ACTIVITY
Every line of the material must appear in the answer exactly as it does here.

DATASET RECORDS

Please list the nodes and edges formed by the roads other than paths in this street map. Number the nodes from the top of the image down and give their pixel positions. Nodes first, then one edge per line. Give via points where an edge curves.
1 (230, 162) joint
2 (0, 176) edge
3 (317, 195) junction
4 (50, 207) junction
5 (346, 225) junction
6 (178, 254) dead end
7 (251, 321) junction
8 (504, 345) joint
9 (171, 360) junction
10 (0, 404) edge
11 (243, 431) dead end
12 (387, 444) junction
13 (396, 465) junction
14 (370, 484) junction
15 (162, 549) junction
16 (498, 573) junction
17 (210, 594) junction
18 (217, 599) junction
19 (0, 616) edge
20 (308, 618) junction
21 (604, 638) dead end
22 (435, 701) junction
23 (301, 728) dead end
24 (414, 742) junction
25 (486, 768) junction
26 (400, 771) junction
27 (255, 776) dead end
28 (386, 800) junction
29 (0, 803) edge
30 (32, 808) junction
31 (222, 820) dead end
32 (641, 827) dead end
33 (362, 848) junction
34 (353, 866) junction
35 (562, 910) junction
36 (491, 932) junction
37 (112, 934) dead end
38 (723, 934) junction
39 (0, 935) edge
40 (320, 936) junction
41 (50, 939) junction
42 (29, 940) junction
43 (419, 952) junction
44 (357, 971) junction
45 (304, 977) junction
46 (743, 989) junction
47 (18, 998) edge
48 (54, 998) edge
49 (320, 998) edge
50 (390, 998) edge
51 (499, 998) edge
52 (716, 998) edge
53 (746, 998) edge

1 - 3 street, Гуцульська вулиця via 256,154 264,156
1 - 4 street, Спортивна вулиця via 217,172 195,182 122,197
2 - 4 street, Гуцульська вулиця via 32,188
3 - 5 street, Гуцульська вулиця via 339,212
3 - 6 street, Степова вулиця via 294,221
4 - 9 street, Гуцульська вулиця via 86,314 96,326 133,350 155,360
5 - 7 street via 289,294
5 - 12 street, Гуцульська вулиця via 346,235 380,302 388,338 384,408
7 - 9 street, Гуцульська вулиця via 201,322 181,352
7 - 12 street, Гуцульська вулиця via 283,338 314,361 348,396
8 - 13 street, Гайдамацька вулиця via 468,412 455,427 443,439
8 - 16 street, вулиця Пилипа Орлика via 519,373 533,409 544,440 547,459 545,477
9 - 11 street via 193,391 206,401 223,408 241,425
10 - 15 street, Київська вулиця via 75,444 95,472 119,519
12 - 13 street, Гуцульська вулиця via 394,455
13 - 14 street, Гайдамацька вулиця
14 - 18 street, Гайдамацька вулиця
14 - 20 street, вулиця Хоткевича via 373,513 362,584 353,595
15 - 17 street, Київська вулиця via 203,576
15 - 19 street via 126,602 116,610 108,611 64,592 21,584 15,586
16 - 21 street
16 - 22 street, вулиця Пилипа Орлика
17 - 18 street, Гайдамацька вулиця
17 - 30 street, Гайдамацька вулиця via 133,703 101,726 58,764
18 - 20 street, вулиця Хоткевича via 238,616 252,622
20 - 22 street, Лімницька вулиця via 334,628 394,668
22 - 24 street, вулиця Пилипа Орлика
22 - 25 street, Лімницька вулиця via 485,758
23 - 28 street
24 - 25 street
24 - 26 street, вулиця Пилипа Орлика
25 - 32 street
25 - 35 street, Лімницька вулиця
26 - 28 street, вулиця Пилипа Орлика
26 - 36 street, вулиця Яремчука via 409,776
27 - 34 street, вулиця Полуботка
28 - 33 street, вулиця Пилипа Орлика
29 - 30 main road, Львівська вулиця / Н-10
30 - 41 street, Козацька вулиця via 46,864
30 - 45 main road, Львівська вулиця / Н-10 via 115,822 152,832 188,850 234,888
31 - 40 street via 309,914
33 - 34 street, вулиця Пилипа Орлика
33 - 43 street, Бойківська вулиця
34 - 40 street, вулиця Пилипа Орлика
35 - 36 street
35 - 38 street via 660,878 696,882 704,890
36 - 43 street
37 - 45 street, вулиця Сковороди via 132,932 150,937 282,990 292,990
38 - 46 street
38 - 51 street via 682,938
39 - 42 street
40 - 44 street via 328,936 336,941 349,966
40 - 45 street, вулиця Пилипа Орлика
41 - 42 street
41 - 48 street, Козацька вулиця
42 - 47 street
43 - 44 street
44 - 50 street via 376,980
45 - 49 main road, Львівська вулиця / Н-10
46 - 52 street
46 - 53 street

TASK OUTPUT
Please list the nodes and edges formed by the roads other than paths in this street map. Number the nodes from the top of the image down and give their pixel positions. Nodes first, then one edge per line. Give via points where an edge curves.
1 (230, 162) joint
2 (0, 176) edge
3 (317, 195) junction
4 (50, 207) junction
5 (346, 225) junction
6 (178, 254) dead end
7 (251, 321) junction
8 (504, 345) joint
9 (171, 360) junction
10 (0, 404) edge
11 (243, 431) dead end
12 (387, 444) junction
13 (396, 465) junction
14 (370, 484) junction
15 (162, 549) junction
16 (498, 573) junction
17 (210, 594) junction
18 (217, 599) junction
19 (0, 616) edge
20 (308, 618) junction
21 (604, 638) dead end
22 (435, 701) junction
23 (301, 728) dead end
24 (414, 742) junction
25 (486, 768) junction
26 (400, 771) junction
27 (255, 776) dead end
28 (386, 800) junction
29 (0, 803) edge
30 (32, 808) junction
31 (222, 820) dead end
32 (641, 827) dead end
33 (362, 848) junction
34 (353, 866) junction
35 (562, 910) junction
36 (491, 932) junction
37 (112, 934) dead end
38 (723, 934) junction
39 (0, 935) edge
40 (320, 936) junction
41 (50, 939) junction
42 (29, 940) junction
43 (419, 952) junction
44 (357, 971) junction
45 (304, 977) junction
46 (743, 989) junction
47 (18, 998) edge
48 (54, 998) edge
49 (320, 998) edge
50 (390, 998) edge
51 (499, 998) edge
52 (716, 998) edge
53 (746, 998) edge

1 - 3 street, Гуцульська вулиця via 256,154 264,156
1 - 4 street, Спортивна вулиця via 217,172 195,182 122,197
2 - 4 street, Гуцульська вулиця via 32,188
3 - 5 street, Гуцульська вулиця via 339,212
3 - 6 street, Степова вулиця via 294,221
4 - 9 street, Гуцульська вулиця via 86,314 96,326 133,350 155,360
5 - 7 street via 289,294
5 - 12 street, Гуцульська вулиця via 346,235 380,302 388,338 384,408
7 - 9 street, Гуцульська вулиця via 201,322 181,352
7 - 12 street, Гуцульська вулиця via 283,338 314,361 348,396
8 - 13 street, Гайдамацька вулиця via 468,412 455,427 443,439
8 - 16 street, вулиця Пилипа Орлика via 519,373 533,409 544,440 547,459 545,477
9 - 11 street via 193,391 206,401 223,408 241,425
10 - 15 street, Київська вулиця via 75,444 95,472 119,519
12 - 13 street, Гуцульська вулиця via 394,455
13 - 14 street, Гайдамацька вулиця
14 - 18 street, Гайдамацька вулиця
14 - 20 street, вулиця Хоткевича via 373,513 362,584 353,595
15 - 17 street, Київська вулиця via 203,576
15 - 19 street via 126,602 116,610 108,611 64,592 21,584 15,586
16 - 21 street
16 - 22 street, вулиця Пилипа Орлика
17 - 18 street, Гайдамацька вулиця
17 - 30 street, Гайдамацька вулиця via 133,703 101,726 58,764
18 - 20 street, вулиця Хоткевича via 238,616 252,622
20 - 22 street, Лімницька вулиця via 334,628 394,668
22 - 24 street, вулиця Пилипа Орлика
22 - 25 street, Лімницька вулиця via 485,758
23 - 28 street
24 - 25 street
24 - 26 street, вулиця Пилипа Орлика
25 - 32 street
25 - 35 street, Лімницька вулиця
26 - 28 street, вулиця Пилипа Орлика
26 - 36 street, вулиця Яремчука via 409,776
27 - 34 street, вулиця Полуботка
28 - 33 street, вулиця Пилипа Орлика
29 - 30 main road, Львівська вулиця / Н-10
30 - 41 street, Козацька вулиця via 46,864
30 - 45 main road, Львівська вулиця / Н-10 via 115,822 152,832 188,850 234,888
31 - 40 street via 309,914
33 - 34 street, вулиця Пилипа Орлика
33 - 43 street, Бойківська вулиця
34 - 40 street, вулиця Пилипа Орлика
35 - 36 street
35 - 38 street via 660,878 696,882 704,890
36 - 43 street
37 - 45 street, вулиця Сковороди via 132,932 150,937 282,990 292,990
38 - 46 street
38 - 51 street via 682,938
39 - 42 street
40 - 44 street via 328,936 336,941 349,966
40 - 45 street, вулиця Пилипа Орлика
41 - 42 street
41 - 48 street, Козацька вулиця
42 - 47 street
43 - 44 street
44 - 50 street via 376,980
45 - 49 main road, Львівська вулиця / Н-10
46 - 52 street
46 - 53 street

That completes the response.